Nicola Pietrangeli (Getty Images)
Gianni Tessari, presidente del consorzio uva Durella
Lo scorso 25 novembre è stata presentata alla Fao la campagna promossa da Focsiv e Centro sportivo italiano: un percorso di 18 mesi con eventi e iniziative per sostenere 58 progetti attivi in 26 Paesi. Testimonianze dal Perù, dalla Tanzania e da Haiti e l’invito a trasformare gesti sportivi in aiuti concreti alle comunità più vulnerabili.
In un momento storico in cui la fame torna a crescere in diverse aree del pianeta e le crisi internazionali rendono sempre più fragile l’accesso al cibo, una parte del mondo dello sport prova a mettere in gioco le proprie energie per sostenere le comunità più vulnerabili. È l’obiettivo della campagna Sport contro la fame, che punta a trasformare gesti atletici, eventi e iniziative locali in un supporto concreto per chi vive in condizioni di insicurezza alimentare.
La nuova iniziativa è stata presentata martedì 25 novembre alla Fao, a Roma, nella cornice del Sheikh Zayed Centre. Qui Focsiv e Centro sportivo italiano hanno annunciato un percorso di 18 mesi che attraverserà l’Italia con eventi sportivi e ricreativi dedicati alla raccolta fondi per 58 progetti attivi in 26 Paesi.
L’apertura della giornata è stata affidata a mons.

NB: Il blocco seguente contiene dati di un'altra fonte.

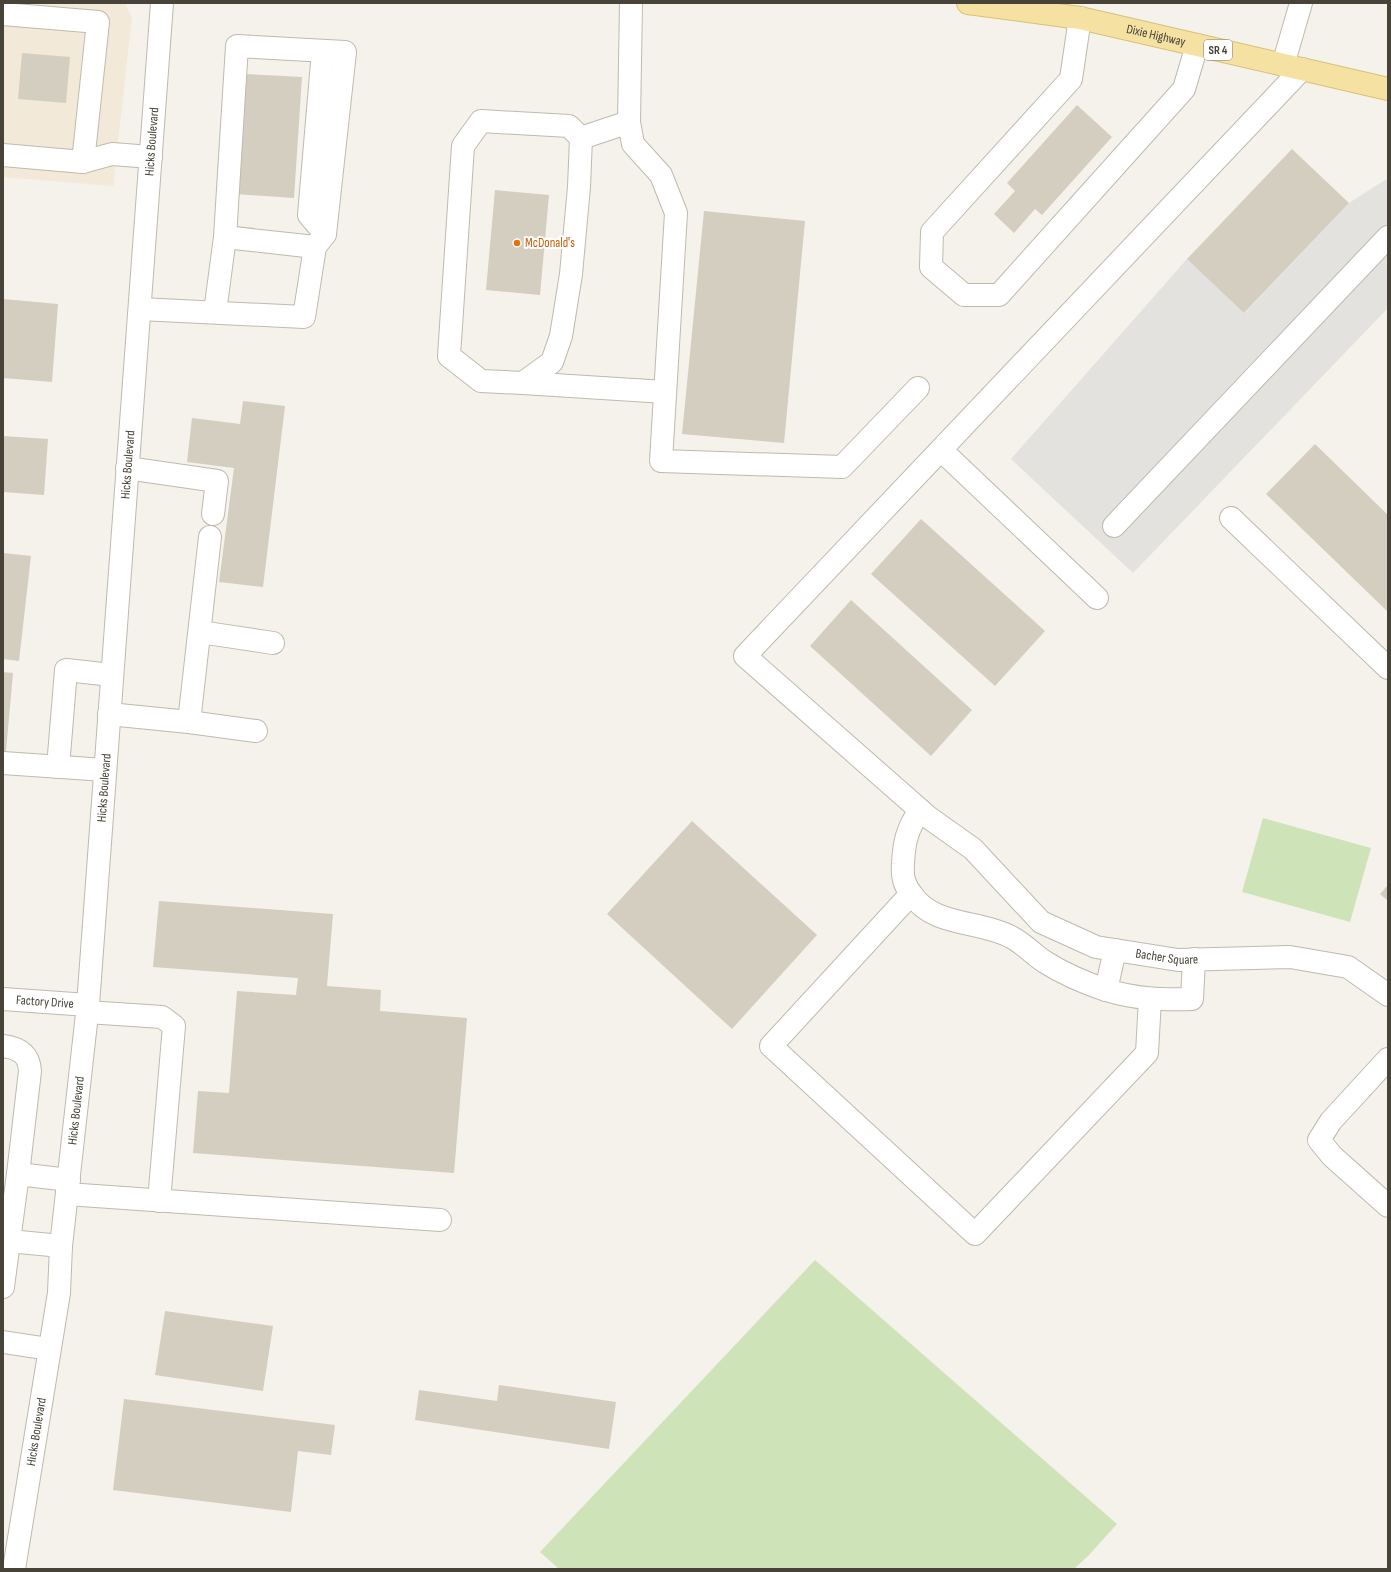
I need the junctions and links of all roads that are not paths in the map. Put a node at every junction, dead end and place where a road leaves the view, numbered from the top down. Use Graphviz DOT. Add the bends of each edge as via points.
graph roads {
  1 [pos="162,3"];
  2 [pos="631,3"];
  3 [pos="968,3"];
  4 [pos="1301,3"];
  5 [pos="1048,8"];
  6 [pos="3,14"];
  7 [pos="1080,18"];
  8 [pos="1197,45"];
  9 [pos="1293,67"];
  10 [pos="1388,89"];
  11 [pos="629,122"];
  12 [pos="581,138"];
  13 [pos="3,155"];
  14 [pos="151,157"];
  15 [pos="83,162"];
  16 [pos="225,237"];
  17 [pos="1388,237"];
  18 [pos="320,241"];
  19 [pos="140,309"];
  20 [pos="215,312"];
  21 [pos="523,383"];
  22 [pos="918,388"];
  23 [pos="665,392"];
  24 [pos="940,450"];
  25 [pos="127,468"];
  26 [pos="213,514"];
  27 [pos="1231,518"];
  28 [pos="1114,526"];
  29 [pos="210,537"];
  30 [pos="1097,598"];
  31 [pos="200,632"];
  32 [pos="273,643"];
  33 [pos="1388,668"];
  34 [pos="112,675"];
  35 [pos="109,714"];
  36 [pos="189,722"];
  37 [pos="256,731"];
  38 [pos="3,763"];
  39 [pos="58,767"];
  40 [pos="105,770"];
  41 [pos="920,810"];
  42 [pos="911,894"];
  43 [pos="1115,950"];
  44 [pos="1194,960"];
  45 [pos="1106,990"];
  46 [pos="1388,995"];
  47 [pos="3,999"];
  48 [pos="1150,999"];
  49 [pos="87,1009"];
  50 [pos="3,1046"];
  51 [pos="1383,1073"];
  52 [pos="18,1174"];
  53 [pos="68,1187"];
  54 [pos="159,1201"];
  55 [pos="1388,1206"];
  56 [pos="440,1220"];
  57 [pos="6,1239"];
  58 [pos="61,1246"];
  59 [pos="3,1287"];
  60 [pos="3,1342"];
  61 [pos="49,1349"];
  62 [pos="14,1569"];
  1 -- 14 [label="street, Hicks Boulevard"];
  2 -- 11 [label="street"];
  3 -- 5 [label="main road, Dixie Highway / SR 4"];
  4 -- 9 [label="street"];
  5 -- 7 [label="main road, Dixie Highway / SR 4"];
  6 -- 15 [label="street" via="98,22"];
  7 -- 8 [label="main road, Dixie Highway / SR 4"];
  7 -- 8 [label="street" via="1071,79 932,232 931,267 964,294 999,295 1184,89"];
  8 -- 9 [label="main road, Dixie Highway / SR 4"];
  9 -- 10 [label="main road, Dixie Highway / SR 4"];
  9 -- 24 [label="street"];
  11 -- 12 [label="street"];
  11 -- 23 [label="street" via="633,144 661,175 676,213"];
  12 -- 21 [label="street" via="571,274 561,336 552,362"];
  12 -- 21 [label="street" via="569,126 481,120 463,146 449,356 481,381"];
  13 -- 15 [label="street"];
  14 -- 15 [label="street" via="112,154"];
  14 -- 19 [label="street, Hicks Boulevard"];
  16 -- 18 [label="street"];
  16 -- 18 [label="street" via="237,46 345,52"];
  16 -- 20 [label="street"];
  17 -- 28 [label="street"];
  18 -- 20 [label="street" via="304,317"];
  19 -- 20 [label="street"];
  19 -- 25 [label="street, Hicks Boulevard"];
  21 -- 23 [label="street"];
  22 -- 23 [label="street" via="842,467 661,461"];
  24 -- 30 [label="street"];
  24 -- 41 [label="street, Bacher Square" via="746,656"];
  25 -- 26 [label="street" via="217,481"];
  25 -- 34 [label="street, Hicks Boulevard"];
  27 -- 33 [label="street"];
  29 -- 31 [label="street"];
  31 -- 32 [label="street"];
  31 -- 36 [label="street"];
  34 -- 35 [label="street, Hicks Boulevard"];
  34 -- 39 [label="street" via="66,670"];
  35 -- 36 [label="street"];
  35 -- 40 [label="street, Hicks Boulevard"];
  36 -- 37 [label="street"];
  38 -- 39 [label="street"];
  39 -- 40 [label="street"];
  40 -- 49 [label="street, Hicks Boulevard"];
  41 -- 42 [label="street" via="908,830 904,848 903,878"];
  41 -- 43 [label="street, Bacher Square" via="973,849 1041,922 1096,947"];
  42 -- 45 [label="street" via="917,903 931,913 954,921 996,929 1068,975"];
  42 -- 48 [label="street" via="771,1046 975,1234 1146,1053"];
  43 -- 44 [label="street, Bacher Square" via="1178,960"];
  43 -- 45 [label="street"];
  44 -- 46 [label="street, Bacher Square" via="1290,957 1348,967"];
  44 -- 48 [label="street" via="1192,999"];
  45 -- 48 [label="street"];
  47 -- 49 [label="street, Factory Drive"];
  49 -- 53 [label="street, Hicks Boulevard"];
  49 -- 54 [label="street, Factory Drive" via="162,1017 174,1026"];
  50 -- 52 [label="street" via="18,1050 29,1062"];
  51 -- 55 [label="street" via="1331,1120 1319,1140 1332,1156"];
  52 -- 53 [label="street"];
  52 -- 57 [label="street"];
  53 -- 54 [label="street"];
  53 -- 58 [label="street, Hicks Boulevard"];
  54 -- 56 [label="street"];
  57 -- 58 [label="street"];
  57 -- 59 [label="street"];
  58 -- 61 [label="street, Hicks Boulevard" via="59,1293"];
  60 -- 61 [label="street"];
  61 -- 62 [label="street, Hicks Boulevard"];
}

Fernando Chica Arellano, osservatore permanente della Santa Sede presso Fao, Ifad e Wfp, che ha richiamato il carattere universale dello sport, «linguaggio capace di superare barriere linguistiche, culturali e geopolitiche e di riunire popoli e tradizioni attorno a valori condivisi». Subito dopo è intervenuto Maurizio Martina, vicedirettore generale della Fao, che ha ricordato come il raggiungimento dell’obiettivo fame zero al 2030 sia sempre più lontano. «Se le istituzioni faticano, è la società a doversi organizzare», ha affermato, indicando iniziative come questa come uno dei modi per colmare un vuoto di cooperazione.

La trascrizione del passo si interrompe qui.